Tuesday, January 30, 2007

D.C. Governance Reform

The D.C. Council is holding hearings today on Mayor Adrian Fenty's proposal to take control over governance of the District of Columbia Public Schools. If you're a real school reform geek, you can watch the hearings here.

You can sense from the hearings that many of the councilmembers are very frustrated with the current system and eager for change. Carol Schwartz (R-At Large) seems to be the most opposed to Fenty's plans: She penned a Washington Post op-ed airing her concerns that ran over the weekend. I think Ms. Schwartz makes one very good point. Improving the District's public schools in long-term, laborious work that requires clear focus and a lot of political capital. Despite the D.C. Government's progress during the Williams adminsitration, there are plenty of city programs and agencies besides education that still need dramatic achievement. It is reasonable to ask whether a Mayor can have the energy and political capital to run the schools and improve student achievement while also fixing other city services. But the reforms Ms. Schwartz recommends in place of mayoral control are pretty weak. In particular, giving the council line-item authority over the school budget is a recipe for micromanagement that will only further complicated the tangled governance arrangements for schools in D.C. Mayor Fenty's legislation would also have given the Council a bigger role in school budgeting, and I think that's a mistake, too.

The current Board of Education also presented its own alternative plan yesterday. Under their plan, the existing board would maintain day-to-day control of school operations but set specific targets for school improvement in the next 18 months. Unlike Fenty's plan, which is purely a governance reform plan, the Board of Education's legislation includes a set of specific education reforms and goals. Both Fenty's plan and the Board of Education plan would create a new State Department of Education under the Mayor's control.
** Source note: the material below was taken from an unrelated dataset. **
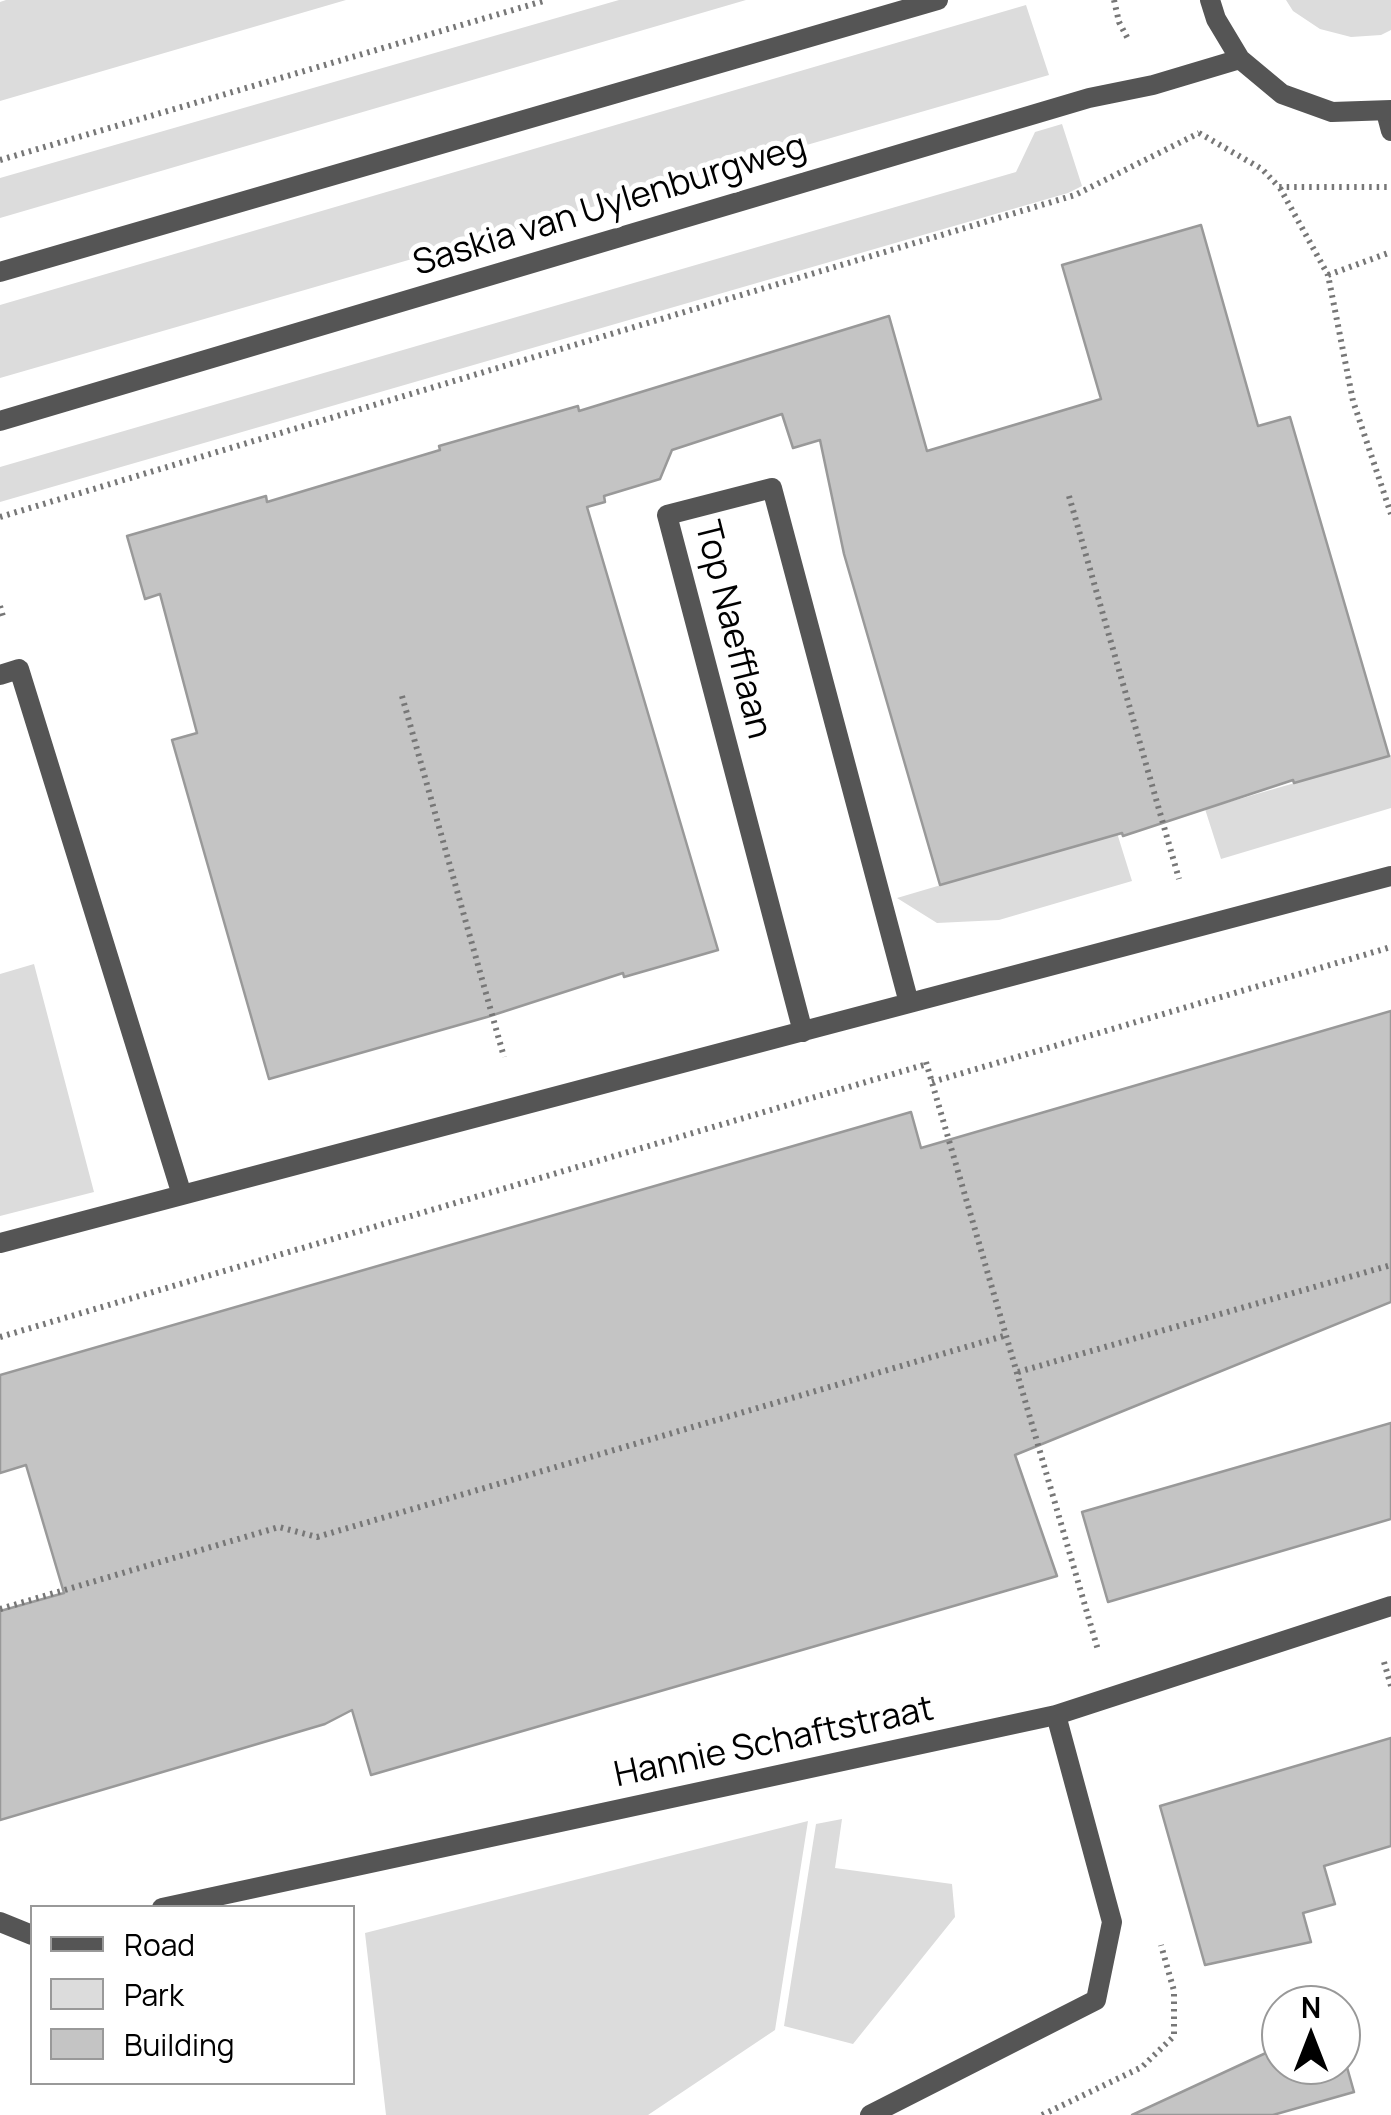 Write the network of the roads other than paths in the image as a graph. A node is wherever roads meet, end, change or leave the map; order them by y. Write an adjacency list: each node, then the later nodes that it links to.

It seems pretty likely that, whatever else, we will get a new State Education Department for D.C. If so, we should take into account what nearly every major analysis of NCLB implementation so far has said: Existing State Departments of Education weren't designed to run accountability systems or support efforts to school improvement. The resources are focused in the wrong places and so they're doing a lousy job implementing the law. D.C. has an opportunity to build a new model of State Education Agency designed for today's education policy goals. Congress has an opportunity to help improve D.C. schools and address a key issue in NCLB by providing D.C. with additional funding to build an excellent model State Education Agency.

btw: Lots of speakers are talking about the impacts of other mayoral takeovers and what D.C. can learn from them. Completely independent of today's hearing, Ryan at edspresso looks at goings-on in NYC and LA here.